Last spring, FrameWorks conducted interviews with both informatics experts and a wide range of public health professionals, and the interesting results are detailed in their report “Making Public Health Informatics Visible: Communicating an Emerging Field.”  While both groups shared some of the same understandings of public health informatics, there are key gaps in understanding. A few that struck me:

  • Experts understand public health informatics as an emerging field. Public health professionals didn’t see it as a field of science or expertise.
  • Experts think of public health informatics in terms of the people who do the work, rather than the systems they design or the standards they develop. Public health professionals think about data, systems and technology, but the people who do this work are absent from their thinking.
  • Experts emphasize the users of information at every stage of data collecting and sharing. Our interviewees didn’t recognize the importance of studying how people interact with data systems or ensuring that those systems can accomplish their goals.
  • However, public health professionals understand that systems should be integrated. They don’t understand all the complexity of what has to happen—such as the design of the systems, creation of standards, consideration of users or technical details. Our communications task will be to explain how public health informatics can overcome complex challenges to integrate information systems.

The report gives us a detailed understanding of what we’re up against when communicating about informatics. We know we need to generate an understanding of informatics as a scientific field of practice and expertise, and we must help make the role of informatics professionals more visible. We also need to help all public health professionals understand their critical role in making information systems work more effectively.

In the next few months, with the FrameWorks Institute’s help, we’ll be working on a core story of public health informatics—a communications platform that includes a variety of communications tools, organized to tell a coherent story and show the value of public health informatics.
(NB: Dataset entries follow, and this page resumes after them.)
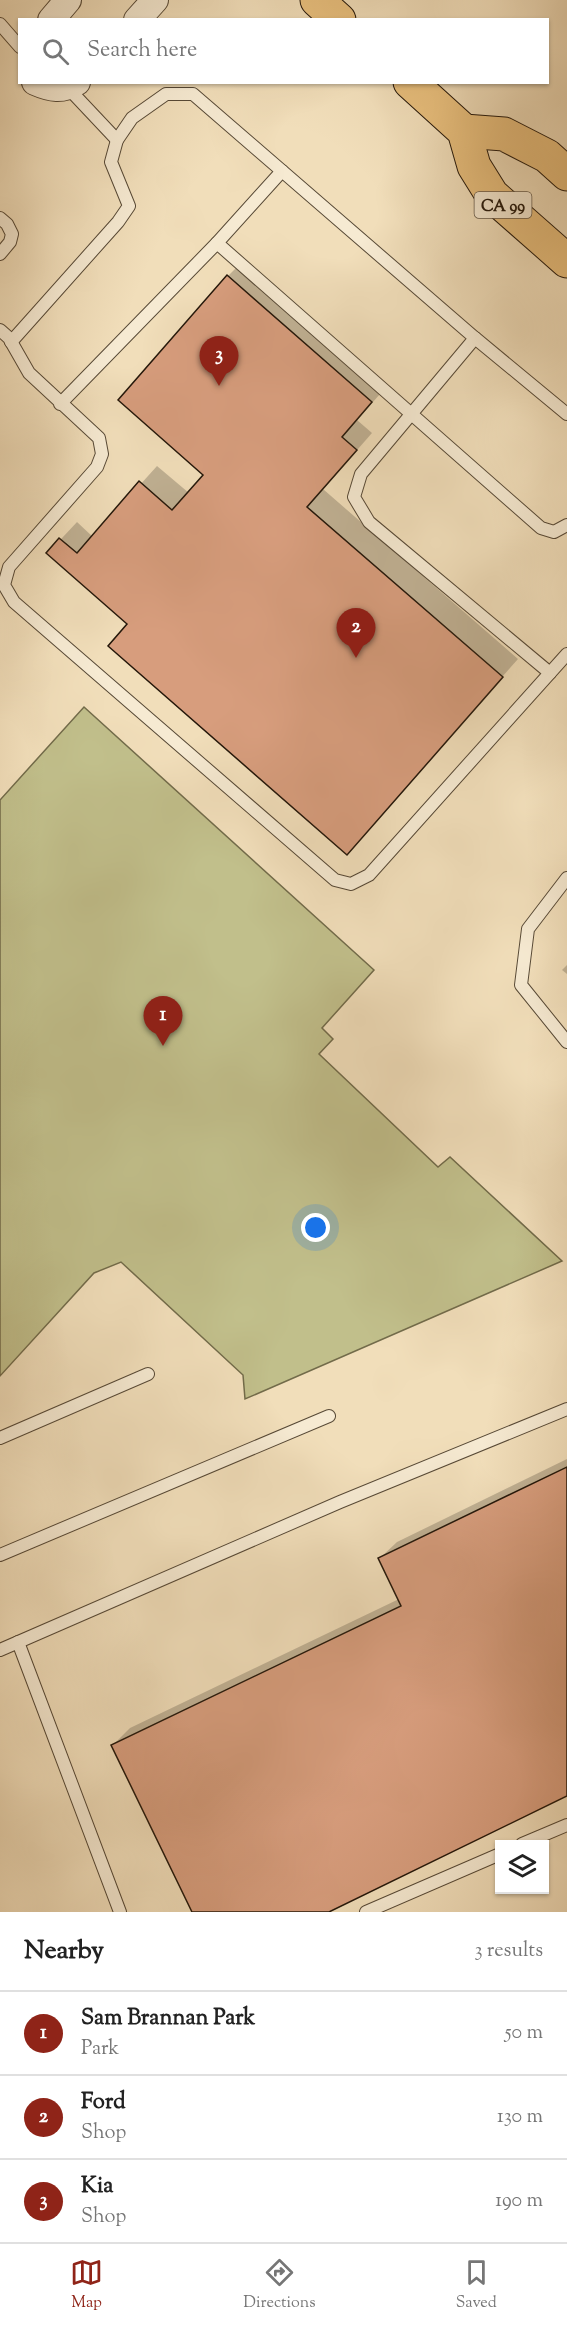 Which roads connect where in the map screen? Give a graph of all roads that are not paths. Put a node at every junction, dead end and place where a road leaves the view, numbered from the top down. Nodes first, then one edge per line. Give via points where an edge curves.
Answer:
1 (68, 0) edge
2 (155, 0) edge
3 (317, 0) edge
4 (53, 18) edge
5 (139, 18) edge
6 (337, 18) edge
7 (0, 24) edge
8 (18, 45) edge
9 (40, 84) edge
10 (412, 84) edge
11 (72, 85) edge
12 (464, 131) junction
13 (117, 140) junction
14 (282, 171) junction
15 (567, 174) edge
16 (0, 218) edge
17 (217, 243) junction
18 (0, 254) edge
19 (567, 261) edge
20 (0, 330) edge
21 (475, 338) junction
22 (11, 342) junction
23 (60, 404) junction
24 (567, 414) edge
25 (411, 415) junction
26 (567, 525) edge
27 (567, 654) edge
28 (550, 673) junction
29 (567, 878) edge
30 (567, 1042) edge
31 (147, 1374) dead end
32 (567, 1409) edge
33 (329, 1416) dead end
34 (0, 1438) edge
35 (0, 1555) edge
36 (18, 1642) junction
37 (0, 1650) edge
38 (567, 1825) edge
39 (533, 1840) edge
40 (495, 1856) edge
41 (120, 1912) edge
42 (366, 1912) edge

By this summer, we plan to have an online toolkit of messages and graphics that anyone can access, including state and local health departments, partner organizations, universities and CDC staff.

Ultimately, our goal is to create effective communications messages that will help attract funding for informatics, recruit for informatics training—and maybe even explain the significance of our jobs to our families.

Questions answered by the FrameWorks report:

  • What are the features of public health informatics that experts want to be able to communicate?
  • How do public health professionals think about public health informatics?
  • What are the primary challenges of communicating about public health informatics?
  • What can communicators do to address these communications challenges and build better understanding of and support for public health informatics?